Antibiotic resistance among the isolates of bacterial keratitis alarmingly increases and is now routinely reported by the ophthalmologists. In addition, the epidemiology of bacterial keratitis is spirally on the rise due to increasing demand on refractive surgeries, increasing of number of dry eye patients and contact lens users. A newly synthetized ciprofloxacin derivative based on Mannich base (2b) has been reported to show antimicrobial activities. Three membrane additives, two bile salts (sodium cholate and deoxycholate) and a non-ionic surfactant, were investigated to modify bilayer membranes’ vesicles. Among the three additives used, only Solulan C24 produced a special version of non-spherical niosomes called discomes.
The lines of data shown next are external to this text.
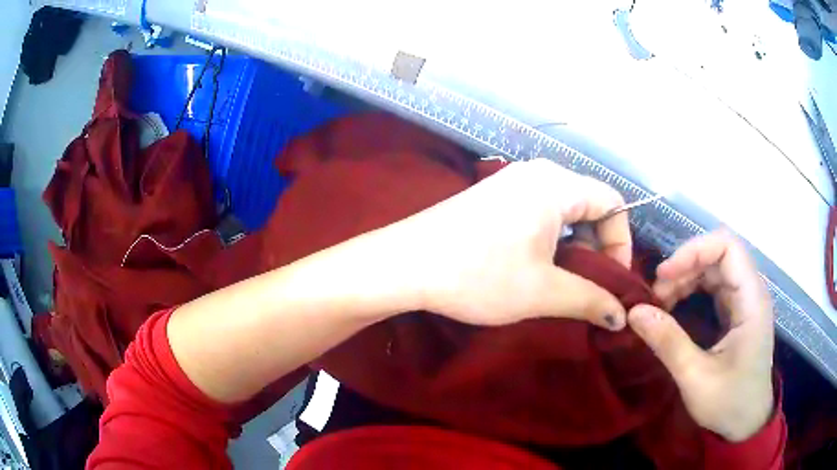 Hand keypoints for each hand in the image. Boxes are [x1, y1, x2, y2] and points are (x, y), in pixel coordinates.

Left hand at [398, 158, 631, 329]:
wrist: (404, 264)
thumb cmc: (478, 275)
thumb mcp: (543, 292)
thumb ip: (591, 300)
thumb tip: (622, 316)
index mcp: (556, 184)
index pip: (613, 203)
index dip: (621, 244)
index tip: (613, 282)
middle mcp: (538, 173)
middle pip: (590, 205)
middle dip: (597, 247)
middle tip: (590, 287)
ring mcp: (512, 181)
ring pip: (564, 211)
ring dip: (574, 247)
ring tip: (564, 282)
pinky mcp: (494, 196)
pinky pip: (539, 212)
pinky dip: (550, 239)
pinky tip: (537, 267)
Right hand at [627, 231, 774, 441]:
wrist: (747, 423)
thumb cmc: (729, 404)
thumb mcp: (696, 379)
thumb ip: (668, 343)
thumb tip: (634, 312)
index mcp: (751, 301)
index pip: (727, 247)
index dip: (694, 251)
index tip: (664, 276)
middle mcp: (751, 291)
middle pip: (718, 254)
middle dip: (685, 267)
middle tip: (655, 296)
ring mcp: (745, 300)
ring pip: (714, 268)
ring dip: (686, 278)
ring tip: (661, 303)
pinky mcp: (738, 311)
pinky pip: (714, 286)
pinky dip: (692, 290)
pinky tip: (675, 307) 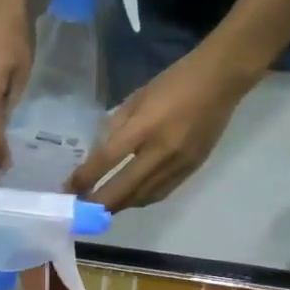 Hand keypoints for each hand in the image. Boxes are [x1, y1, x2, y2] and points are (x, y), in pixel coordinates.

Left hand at [68, 46, 251, 209]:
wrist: (221, 79)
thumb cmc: (174, 82)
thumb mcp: (137, 97)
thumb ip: (117, 127)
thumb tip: (100, 155)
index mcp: (145, 127)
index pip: (108, 160)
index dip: (85, 178)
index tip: (68, 190)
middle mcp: (162, 151)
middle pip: (124, 189)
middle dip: (99, 203)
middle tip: (81, 210)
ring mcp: (180, 164)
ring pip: (143, 197)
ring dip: (120, 205)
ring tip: (102, 208)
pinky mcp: (192, 169)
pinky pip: (161, 193)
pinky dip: (141, 199)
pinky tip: (130, 199) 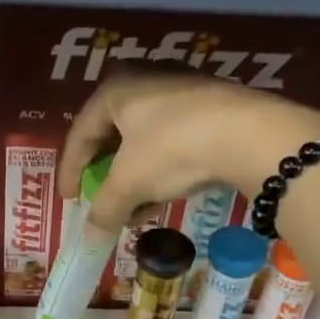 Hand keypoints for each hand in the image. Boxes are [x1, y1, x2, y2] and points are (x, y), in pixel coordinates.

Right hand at [60, 66, 319, 230]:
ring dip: (133, 178)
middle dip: (103, 173)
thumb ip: (104, 209)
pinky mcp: (210, 108)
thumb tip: (89, 237)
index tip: (68, 201)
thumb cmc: (173, 149)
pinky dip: (159, 171)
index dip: (69, 172)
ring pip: (143, 141)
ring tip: (130, 210)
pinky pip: (170, 142)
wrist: (251, 135)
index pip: (80, 134)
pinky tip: (161, 199)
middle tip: (97, 197)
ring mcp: (180, 92)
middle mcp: (144, 81)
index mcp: (115, 90)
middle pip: (111, 134)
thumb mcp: (130, 183) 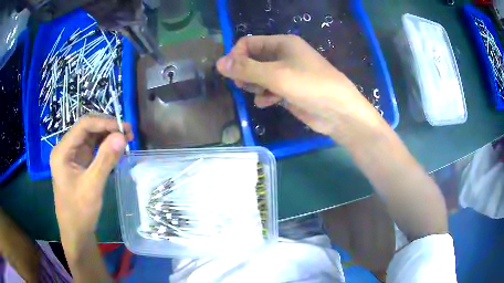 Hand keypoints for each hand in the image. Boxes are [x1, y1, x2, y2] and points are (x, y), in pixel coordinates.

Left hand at [50, 115, 132, 260]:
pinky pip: (93, 148)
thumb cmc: (80, 211)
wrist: (76, 232)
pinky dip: (106, 146)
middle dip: (107, 127)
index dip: (104, 122)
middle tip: (128, 133)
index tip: (123, 128)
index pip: (83, 125)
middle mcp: (66, 148)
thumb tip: (122, 136)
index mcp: (62, 151)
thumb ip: (106, 160)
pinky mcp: (80, 162)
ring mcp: (73, 155)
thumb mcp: (92, 186)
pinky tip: (117, 149)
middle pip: (87, 128)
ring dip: (108, 135)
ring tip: (126, 139)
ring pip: (91, 136)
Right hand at [216, 35, 386, 144]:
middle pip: (253, 59)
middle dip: (245, 71)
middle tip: (242, 84)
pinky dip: (265, 95)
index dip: (237, 55)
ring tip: (257, 93)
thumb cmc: (310, 86)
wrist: (339, 112)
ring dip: (254, 84)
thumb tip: (219, 63)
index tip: (231, 72)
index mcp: (282, 44)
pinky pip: (269, 89)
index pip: (249, 43)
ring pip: (260, 75)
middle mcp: (284, 56)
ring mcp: (287, 74)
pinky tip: (266, 102)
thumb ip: (246, 69)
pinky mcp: (289, 91)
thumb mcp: (276, 75) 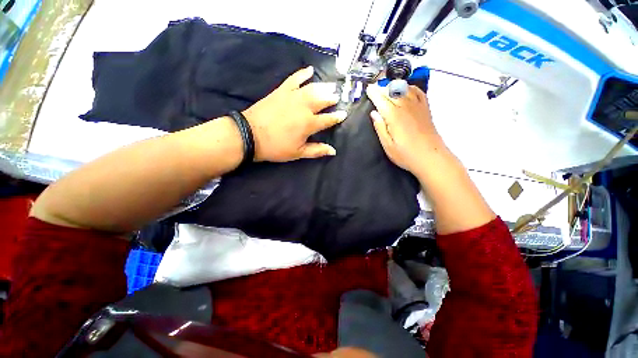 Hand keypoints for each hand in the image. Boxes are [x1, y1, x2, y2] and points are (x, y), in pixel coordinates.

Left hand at [242, 66, 346, 161]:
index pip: (328, 119)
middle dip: (332, 98)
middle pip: (322, 100)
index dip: (337, 117)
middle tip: (337, 96)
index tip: (344, 113)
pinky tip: (309, 70)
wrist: (250, 135)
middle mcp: (304, 107)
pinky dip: (302, 73)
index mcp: (309, 124)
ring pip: (312, 88)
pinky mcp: (281, 91)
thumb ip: (317, 150)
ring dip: (323, 86)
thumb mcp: (298, 153)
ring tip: (330, 86)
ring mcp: (292, 96)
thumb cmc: (276, 147)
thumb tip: (333, 151)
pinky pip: (294, 79)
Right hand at [366, 83, 445, 175]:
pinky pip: (418, 92)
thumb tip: (374, 113)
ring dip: (394, 86)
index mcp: (395, 116)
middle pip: (393, 92)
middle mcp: (406, 107)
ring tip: (387, 88)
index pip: (382, 100)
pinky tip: (406, 89)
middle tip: (375, 88)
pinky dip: (411, 88)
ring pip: (405, 89)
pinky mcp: (426, 109)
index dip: (374, 94)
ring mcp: (418, 107)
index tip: (368, 89)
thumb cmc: (406, 155)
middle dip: (382, 88)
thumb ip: (380, 128)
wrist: (431, 158)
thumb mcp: (388, 145) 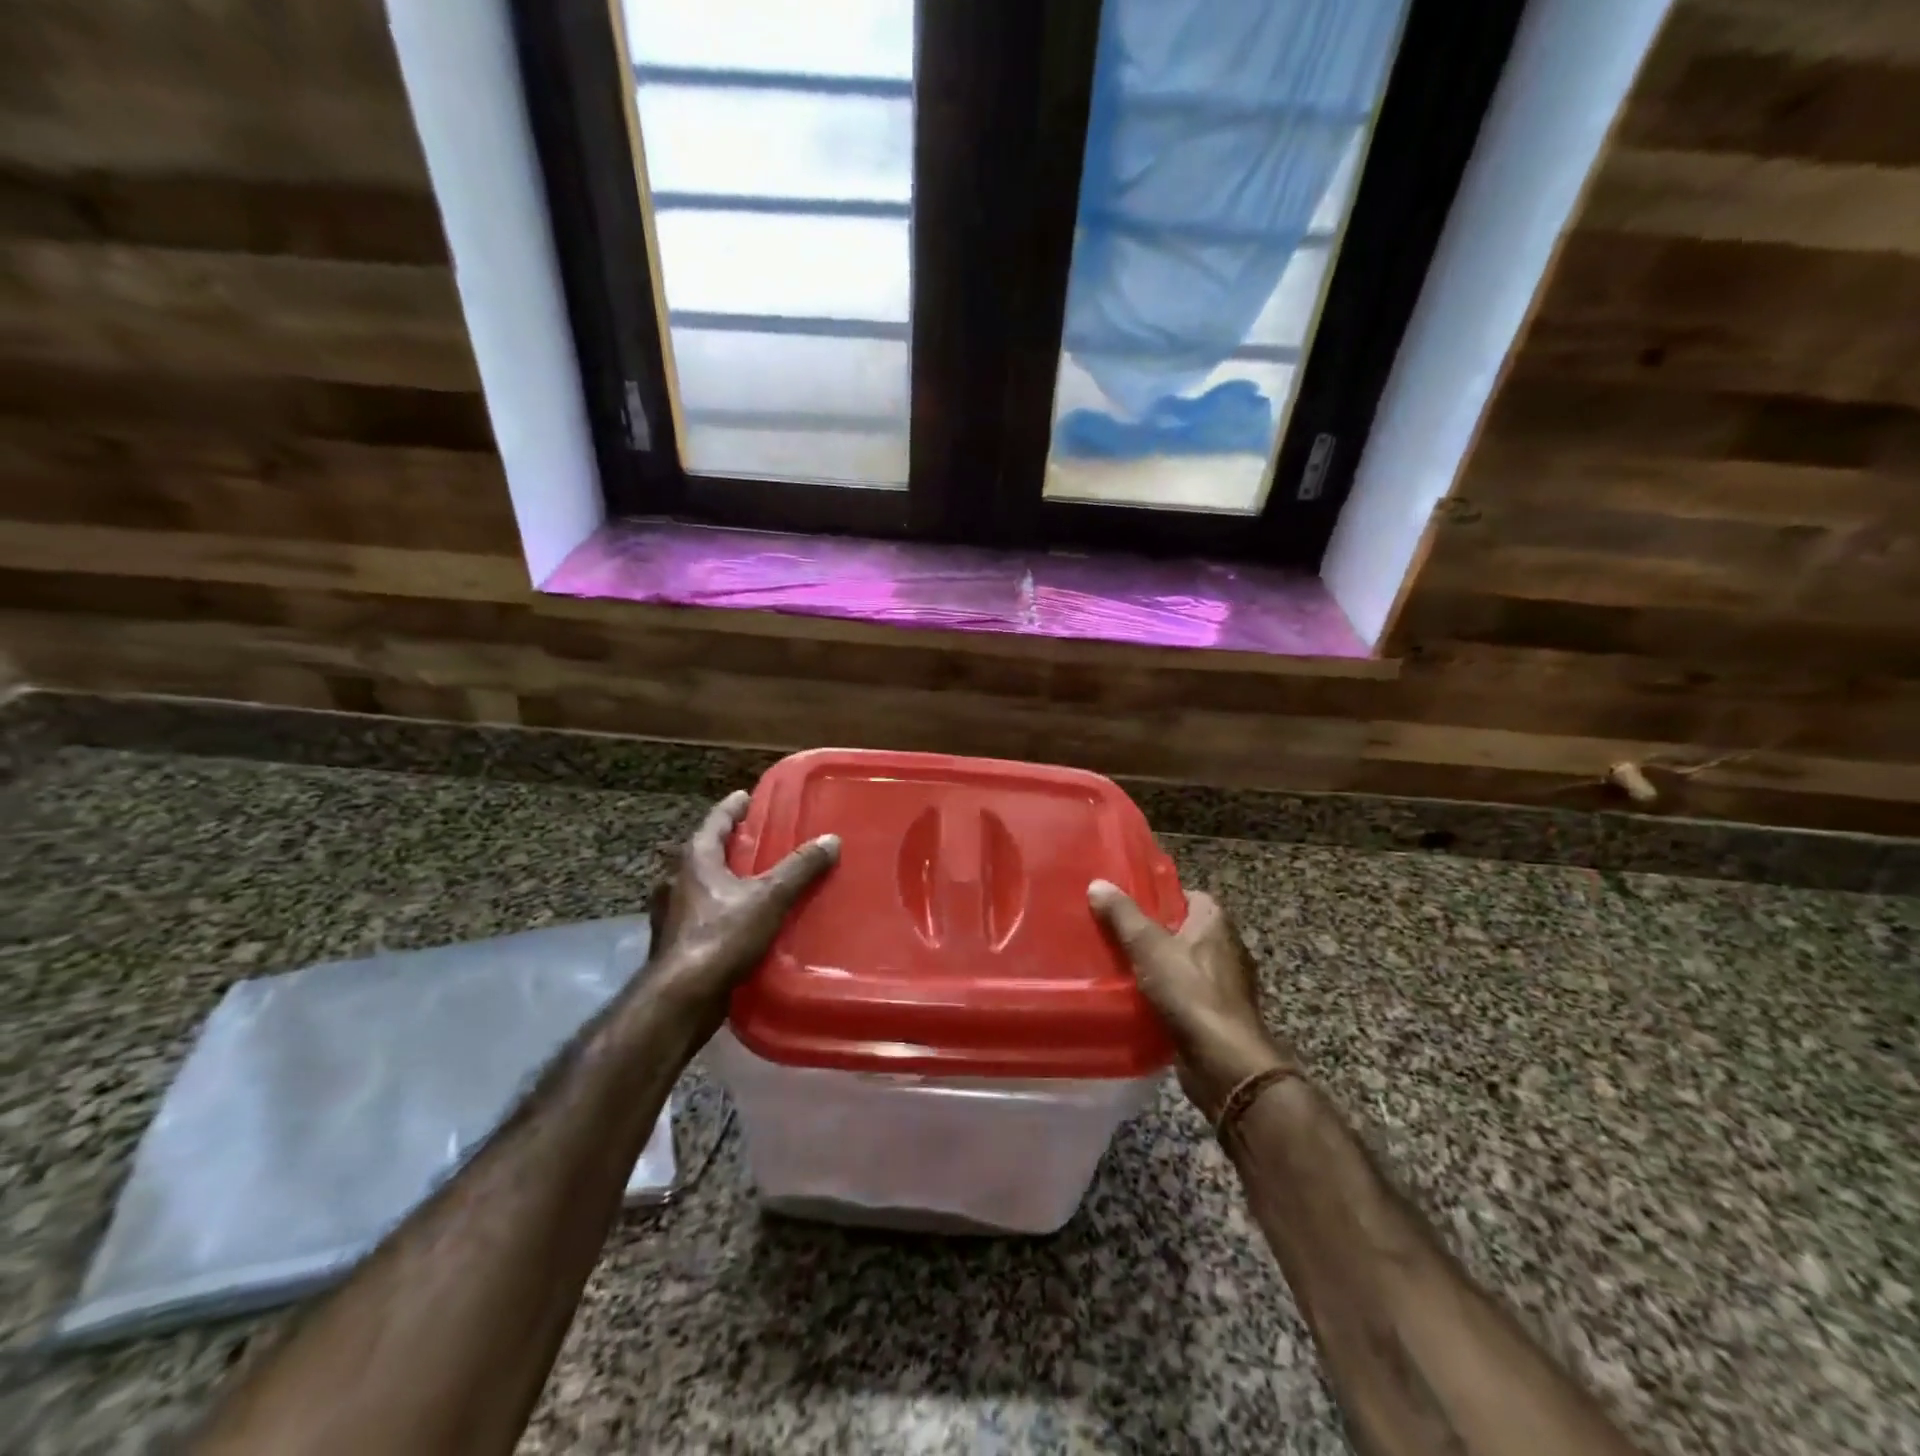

A Pseudomonas aeruginosa-infectious ulcerative corneal model in rabbits was employed to study the antibacterial activity of 2b-loaded niosomes and discomes. The antibacterial activities and corneal wound healing rates of niosomes and discomes were compared with 2b suspension and Ciporcin eye drops. The histological documentation and gene expression of inflammatory markers IL-6, IL1B, TNFα and NF-κB indicated the superior antibacterial and complete healing of the prepared 2b niosomes and discomes.

The developed niosomes and discomes were tolerable and effective, as they were formulated at the physiological pH 7.4, compared to Ciprocin^® (ciprofloxacin) eye drops, which were formulated at low pH 4.5 to ensure complete solubility. These findings warrant the use of the newly synthetized ciprofloxacin derivative for the treatment of Pseudomonas aeruginosa keratitis.